■ Task to carry out ■
Write every entry out again, unchanged.
>>>
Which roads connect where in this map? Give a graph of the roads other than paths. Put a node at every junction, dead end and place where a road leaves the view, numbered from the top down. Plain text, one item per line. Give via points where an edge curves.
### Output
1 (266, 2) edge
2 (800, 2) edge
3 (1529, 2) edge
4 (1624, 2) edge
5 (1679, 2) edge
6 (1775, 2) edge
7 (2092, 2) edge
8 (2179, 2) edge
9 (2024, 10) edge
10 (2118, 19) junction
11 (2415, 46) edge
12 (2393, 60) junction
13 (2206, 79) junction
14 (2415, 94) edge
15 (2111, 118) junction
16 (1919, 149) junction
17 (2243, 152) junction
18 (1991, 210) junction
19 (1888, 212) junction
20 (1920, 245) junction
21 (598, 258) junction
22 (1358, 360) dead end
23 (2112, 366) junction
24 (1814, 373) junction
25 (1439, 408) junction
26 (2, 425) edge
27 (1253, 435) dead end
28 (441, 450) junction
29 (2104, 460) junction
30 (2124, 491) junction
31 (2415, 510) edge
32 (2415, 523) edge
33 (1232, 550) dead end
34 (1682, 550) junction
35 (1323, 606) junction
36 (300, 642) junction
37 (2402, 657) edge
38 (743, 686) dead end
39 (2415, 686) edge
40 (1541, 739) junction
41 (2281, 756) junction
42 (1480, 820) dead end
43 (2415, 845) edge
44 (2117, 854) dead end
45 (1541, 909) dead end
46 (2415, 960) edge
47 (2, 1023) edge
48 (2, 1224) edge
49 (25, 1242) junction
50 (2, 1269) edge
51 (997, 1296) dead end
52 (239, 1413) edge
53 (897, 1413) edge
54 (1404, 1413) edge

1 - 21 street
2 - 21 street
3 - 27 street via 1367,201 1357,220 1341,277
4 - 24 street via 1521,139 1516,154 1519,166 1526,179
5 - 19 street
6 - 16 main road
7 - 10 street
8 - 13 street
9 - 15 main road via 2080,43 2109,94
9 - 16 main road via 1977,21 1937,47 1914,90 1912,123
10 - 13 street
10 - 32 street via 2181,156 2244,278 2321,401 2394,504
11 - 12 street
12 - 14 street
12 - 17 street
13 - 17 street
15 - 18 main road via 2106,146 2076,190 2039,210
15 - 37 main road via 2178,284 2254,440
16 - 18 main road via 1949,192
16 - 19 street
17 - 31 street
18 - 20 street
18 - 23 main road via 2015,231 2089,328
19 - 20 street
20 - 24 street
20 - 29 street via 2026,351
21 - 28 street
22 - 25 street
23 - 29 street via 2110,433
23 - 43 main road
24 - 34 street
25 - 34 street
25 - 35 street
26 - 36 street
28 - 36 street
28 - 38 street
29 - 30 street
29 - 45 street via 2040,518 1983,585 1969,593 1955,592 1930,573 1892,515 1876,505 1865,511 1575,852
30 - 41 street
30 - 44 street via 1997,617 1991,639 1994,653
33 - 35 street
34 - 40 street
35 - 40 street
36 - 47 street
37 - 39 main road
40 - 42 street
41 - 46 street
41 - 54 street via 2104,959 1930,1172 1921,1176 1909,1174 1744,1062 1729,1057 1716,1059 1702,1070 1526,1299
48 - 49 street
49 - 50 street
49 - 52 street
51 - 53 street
<<<
■ The answer ■
Which roads connect where in this map? Give a graph of the roads other than paths. Put a node at every junction, dead end and place where a road leaves the view, numbered from the top down. Plain text, one item per line. Give via points where an edge curves.
### Output
1 (266, 2) edge
2 (800, 2) edge
3 (1529, 2) edge
4 (1624, 2) edge
5 (1679, 2) edge
6 (1775, 2) edge
7 (2092, 2) edge
8 (2179, 2) edge
9 (2024, 10) edge
10 (2118, 19) junction
11 (2415, 46) edge
12 (2393, 60) junction
13 (2206, 79) junction
14 (2415, 94) edge
15 (2111, 118) junction
16 (1919, 149) junction
17 (2243, 152) junction
18 (1991, 210) junction
19 (1888, 212) junction
20 (1920, 245) junction
21 (598, 258) junction
22 (1358, 360) dead end
23 (2112, 366) junction
24 (1814, 373) junction
25 (1439, 408) junction
26 (2, 425) edge
27 (1253, 435) dead end
28 (441, 450) junction
29 (2104, 460) junction
30 (2124, 491) junction
31 (2415, 510) edge
32 (2415, 523) edge
33 (1232, 550) dead end
34 (1682, 550) junction
35 (1323, 606) junction
36 (300, 642) junction
37 (2402, 657) edge
38 (743, 686) dead end
39 (2415, 686) edge
40 (1541, 739) junction
41 (2281, 756) junction
42 (1480, 820) dead end
43 (2415, 845) edge
44 (2117, 854) dead end
45 (1541, 909) dead end
46 (2415, 960) edge
47 (2, 1023) edge
48 (2, 1224) edge
49 (25, 1242) junction
50 (2, 1269) edge
51 (997, 1296) dead end
52 (239, 1413) edge
53 (897, 1413) edge
54 (1404, 1413) edge

1 - 21 street
2 - 21 street
3 - 27 street via 1367,201 1357,220 1341,277
4 - 24 street via 1521,139 1516,154 1519,166 1526,179
5 - 19 street
6 - 16 main road
7 - 10 street
8 - 13 street
9 - 15 main road via 2080,43 2109,94
9 - 16 main road via 1977,21 1937,47 1914,90 1912,123
10 - 13 street
10 - 32 street via 2181,156 2244,278 2321,401 2394,504
11 - 12 street
12 - 14 street
12 - 17 street
13 - 17 street
15 - 18 main road via 2106,146 2076,190 2039,210
15 - 37 main road via 2178,284 2254,440
16 - 18 main road via 1949,192
16 - 19 street
17 - 31 street
18 - 20 street
18 - 23 main road via 2015,231 2089,328
19 - 20 street
20 - 24 street
20 - 29 street via 2026,351
21 - 28 street
22 - 25 street
23 - 29 street via 2110,433
23 - 43 main road
24 - 34 street
25 - 34 street
25 - 35 street
26 - 36 street
28 - 36 street
28 - 38 street
29 - 30 street
29 - 45 street via 2040,518 1983,585 1969,593 1955,592 1930,573 1892,515 1876,505 1865,511 1575,852
30 - 41 street
30 - 44 street via 1997,617 1991,639 1994,653
33 - 35 street
34 - 40 street
35 - 40 street
36 - 47 street
37 - 39 main road
40 - 42 street
41 - 46 street
41 - 54 street via 2104,959 1930,1172 1921,1176 1909,1174 1744,1062 1729,1057 1716,1059 1702,1070 1526,1299
48 - 49 street
49 - 50 street
49 - 52 street
51 - 53 street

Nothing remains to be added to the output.